Task |
Within the listing, each line that has the string "main" should be copied.

----

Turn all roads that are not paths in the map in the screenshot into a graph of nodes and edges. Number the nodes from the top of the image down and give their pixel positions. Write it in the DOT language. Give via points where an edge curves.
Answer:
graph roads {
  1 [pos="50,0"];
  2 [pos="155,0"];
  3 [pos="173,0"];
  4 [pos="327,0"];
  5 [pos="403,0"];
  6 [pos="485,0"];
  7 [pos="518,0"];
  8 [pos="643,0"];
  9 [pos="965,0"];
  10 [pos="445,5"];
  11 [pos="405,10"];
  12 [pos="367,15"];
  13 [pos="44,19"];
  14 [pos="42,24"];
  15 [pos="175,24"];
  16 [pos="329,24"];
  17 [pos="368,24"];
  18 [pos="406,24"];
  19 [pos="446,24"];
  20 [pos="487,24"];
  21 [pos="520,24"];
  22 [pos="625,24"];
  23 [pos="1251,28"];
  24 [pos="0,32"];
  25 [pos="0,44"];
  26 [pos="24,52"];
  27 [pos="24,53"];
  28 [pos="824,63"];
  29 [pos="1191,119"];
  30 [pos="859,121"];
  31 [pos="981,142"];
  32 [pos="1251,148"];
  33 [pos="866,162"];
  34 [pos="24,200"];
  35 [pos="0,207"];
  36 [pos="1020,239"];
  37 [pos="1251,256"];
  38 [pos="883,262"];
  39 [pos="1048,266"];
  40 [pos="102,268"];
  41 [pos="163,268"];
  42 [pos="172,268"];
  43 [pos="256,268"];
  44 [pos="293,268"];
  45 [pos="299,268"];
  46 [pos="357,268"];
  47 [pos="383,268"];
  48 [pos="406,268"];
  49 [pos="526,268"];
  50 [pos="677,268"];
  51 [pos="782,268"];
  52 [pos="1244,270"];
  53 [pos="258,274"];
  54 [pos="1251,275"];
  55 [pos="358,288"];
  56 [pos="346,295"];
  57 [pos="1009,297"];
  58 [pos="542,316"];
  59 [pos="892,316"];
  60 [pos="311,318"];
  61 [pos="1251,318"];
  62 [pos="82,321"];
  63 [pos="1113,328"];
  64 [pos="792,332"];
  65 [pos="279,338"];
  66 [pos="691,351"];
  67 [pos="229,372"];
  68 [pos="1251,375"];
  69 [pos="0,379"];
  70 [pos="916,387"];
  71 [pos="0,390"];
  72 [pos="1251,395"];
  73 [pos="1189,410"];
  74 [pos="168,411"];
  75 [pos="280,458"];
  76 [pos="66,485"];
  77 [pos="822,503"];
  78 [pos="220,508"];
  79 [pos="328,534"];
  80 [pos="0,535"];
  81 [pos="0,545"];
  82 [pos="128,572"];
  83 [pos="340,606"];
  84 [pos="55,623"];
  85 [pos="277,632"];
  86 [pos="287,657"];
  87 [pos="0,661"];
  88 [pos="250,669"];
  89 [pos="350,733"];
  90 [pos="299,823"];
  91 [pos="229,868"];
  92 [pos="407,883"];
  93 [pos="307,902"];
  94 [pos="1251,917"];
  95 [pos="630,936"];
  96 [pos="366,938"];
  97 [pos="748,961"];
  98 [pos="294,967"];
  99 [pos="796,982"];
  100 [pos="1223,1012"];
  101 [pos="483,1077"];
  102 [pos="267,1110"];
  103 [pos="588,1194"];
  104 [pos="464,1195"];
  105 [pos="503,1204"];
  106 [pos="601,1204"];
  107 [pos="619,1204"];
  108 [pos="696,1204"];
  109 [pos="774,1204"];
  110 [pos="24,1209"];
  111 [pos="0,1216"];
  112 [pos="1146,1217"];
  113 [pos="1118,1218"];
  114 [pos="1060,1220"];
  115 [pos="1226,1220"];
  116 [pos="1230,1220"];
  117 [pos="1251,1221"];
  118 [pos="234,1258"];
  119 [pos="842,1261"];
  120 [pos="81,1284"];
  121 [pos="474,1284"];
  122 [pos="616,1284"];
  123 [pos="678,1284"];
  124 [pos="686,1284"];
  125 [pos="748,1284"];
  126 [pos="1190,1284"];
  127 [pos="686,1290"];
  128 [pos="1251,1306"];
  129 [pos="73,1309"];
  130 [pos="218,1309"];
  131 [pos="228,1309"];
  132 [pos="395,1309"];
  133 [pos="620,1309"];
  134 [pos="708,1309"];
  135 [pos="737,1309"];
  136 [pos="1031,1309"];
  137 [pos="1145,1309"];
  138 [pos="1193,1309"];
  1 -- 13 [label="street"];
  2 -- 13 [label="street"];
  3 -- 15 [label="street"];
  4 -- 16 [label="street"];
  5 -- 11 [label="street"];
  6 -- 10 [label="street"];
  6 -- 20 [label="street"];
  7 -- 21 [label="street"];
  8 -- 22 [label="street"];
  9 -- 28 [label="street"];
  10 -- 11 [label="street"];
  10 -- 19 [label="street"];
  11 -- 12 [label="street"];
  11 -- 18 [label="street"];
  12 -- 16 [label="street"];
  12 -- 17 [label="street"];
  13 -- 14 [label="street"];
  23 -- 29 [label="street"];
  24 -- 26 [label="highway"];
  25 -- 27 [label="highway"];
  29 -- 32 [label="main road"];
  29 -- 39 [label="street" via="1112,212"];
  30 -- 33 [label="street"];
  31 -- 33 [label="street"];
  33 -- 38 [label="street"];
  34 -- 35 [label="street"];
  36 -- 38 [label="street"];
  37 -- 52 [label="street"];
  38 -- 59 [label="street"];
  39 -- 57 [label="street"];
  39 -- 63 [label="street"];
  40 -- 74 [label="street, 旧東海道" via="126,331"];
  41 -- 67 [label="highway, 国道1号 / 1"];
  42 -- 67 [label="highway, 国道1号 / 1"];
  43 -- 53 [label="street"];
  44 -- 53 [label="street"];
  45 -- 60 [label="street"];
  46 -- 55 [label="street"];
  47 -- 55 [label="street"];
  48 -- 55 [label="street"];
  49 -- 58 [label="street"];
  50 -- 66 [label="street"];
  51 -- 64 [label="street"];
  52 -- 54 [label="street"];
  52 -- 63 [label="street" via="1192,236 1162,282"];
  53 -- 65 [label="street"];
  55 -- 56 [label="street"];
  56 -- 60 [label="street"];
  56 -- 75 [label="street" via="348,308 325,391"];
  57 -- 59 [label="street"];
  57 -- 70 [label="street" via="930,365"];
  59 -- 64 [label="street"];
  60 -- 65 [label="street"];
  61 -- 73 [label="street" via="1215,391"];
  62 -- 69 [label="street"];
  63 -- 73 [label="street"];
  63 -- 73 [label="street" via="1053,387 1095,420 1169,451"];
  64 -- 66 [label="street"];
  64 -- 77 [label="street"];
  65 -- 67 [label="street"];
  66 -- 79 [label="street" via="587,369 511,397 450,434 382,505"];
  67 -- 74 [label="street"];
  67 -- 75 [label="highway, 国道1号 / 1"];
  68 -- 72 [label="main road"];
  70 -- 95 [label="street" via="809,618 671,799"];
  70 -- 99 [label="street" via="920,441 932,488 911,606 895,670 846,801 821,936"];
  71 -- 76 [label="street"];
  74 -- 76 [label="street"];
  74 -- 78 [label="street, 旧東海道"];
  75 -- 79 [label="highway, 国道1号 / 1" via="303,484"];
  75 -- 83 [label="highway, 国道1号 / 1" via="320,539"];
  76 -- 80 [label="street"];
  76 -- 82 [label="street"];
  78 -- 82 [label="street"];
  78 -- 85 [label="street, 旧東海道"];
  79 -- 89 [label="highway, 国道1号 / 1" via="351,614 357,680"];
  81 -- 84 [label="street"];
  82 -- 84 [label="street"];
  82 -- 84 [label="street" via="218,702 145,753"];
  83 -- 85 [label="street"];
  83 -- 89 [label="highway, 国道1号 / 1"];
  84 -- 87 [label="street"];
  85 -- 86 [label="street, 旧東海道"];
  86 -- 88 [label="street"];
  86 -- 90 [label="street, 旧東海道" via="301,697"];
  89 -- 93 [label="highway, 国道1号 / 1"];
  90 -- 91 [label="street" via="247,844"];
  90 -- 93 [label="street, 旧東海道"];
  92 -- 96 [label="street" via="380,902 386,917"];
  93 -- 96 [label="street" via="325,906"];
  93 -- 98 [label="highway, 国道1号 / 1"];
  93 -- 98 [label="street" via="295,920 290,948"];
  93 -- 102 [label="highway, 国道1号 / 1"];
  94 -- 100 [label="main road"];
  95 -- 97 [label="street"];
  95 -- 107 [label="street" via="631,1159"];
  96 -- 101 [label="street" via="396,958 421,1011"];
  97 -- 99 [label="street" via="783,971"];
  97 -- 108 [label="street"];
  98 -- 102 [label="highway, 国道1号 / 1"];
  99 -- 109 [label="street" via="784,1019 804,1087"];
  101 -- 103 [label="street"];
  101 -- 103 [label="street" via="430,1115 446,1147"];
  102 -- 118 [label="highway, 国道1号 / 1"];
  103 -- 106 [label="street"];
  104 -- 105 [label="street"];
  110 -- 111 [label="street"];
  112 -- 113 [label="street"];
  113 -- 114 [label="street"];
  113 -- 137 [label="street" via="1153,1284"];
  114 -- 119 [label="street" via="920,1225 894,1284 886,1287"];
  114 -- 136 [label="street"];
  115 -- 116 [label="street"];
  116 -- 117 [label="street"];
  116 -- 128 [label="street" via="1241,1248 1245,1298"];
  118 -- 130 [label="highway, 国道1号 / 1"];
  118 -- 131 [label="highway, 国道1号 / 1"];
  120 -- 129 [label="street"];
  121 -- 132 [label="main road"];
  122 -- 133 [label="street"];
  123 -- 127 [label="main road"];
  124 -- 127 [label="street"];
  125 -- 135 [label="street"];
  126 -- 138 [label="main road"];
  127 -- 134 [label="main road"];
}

----

Written response |
  29 -- 32 [label="main road"];
  68 -- 72 [label="main road"];
  94 -- 100 [label="main road"];
  121 -- 132 [label="main road"];
  123 -- 127 [label="main road"];
  126 -- 138 [label="main road"];
  127 -- 134 [label="main road"];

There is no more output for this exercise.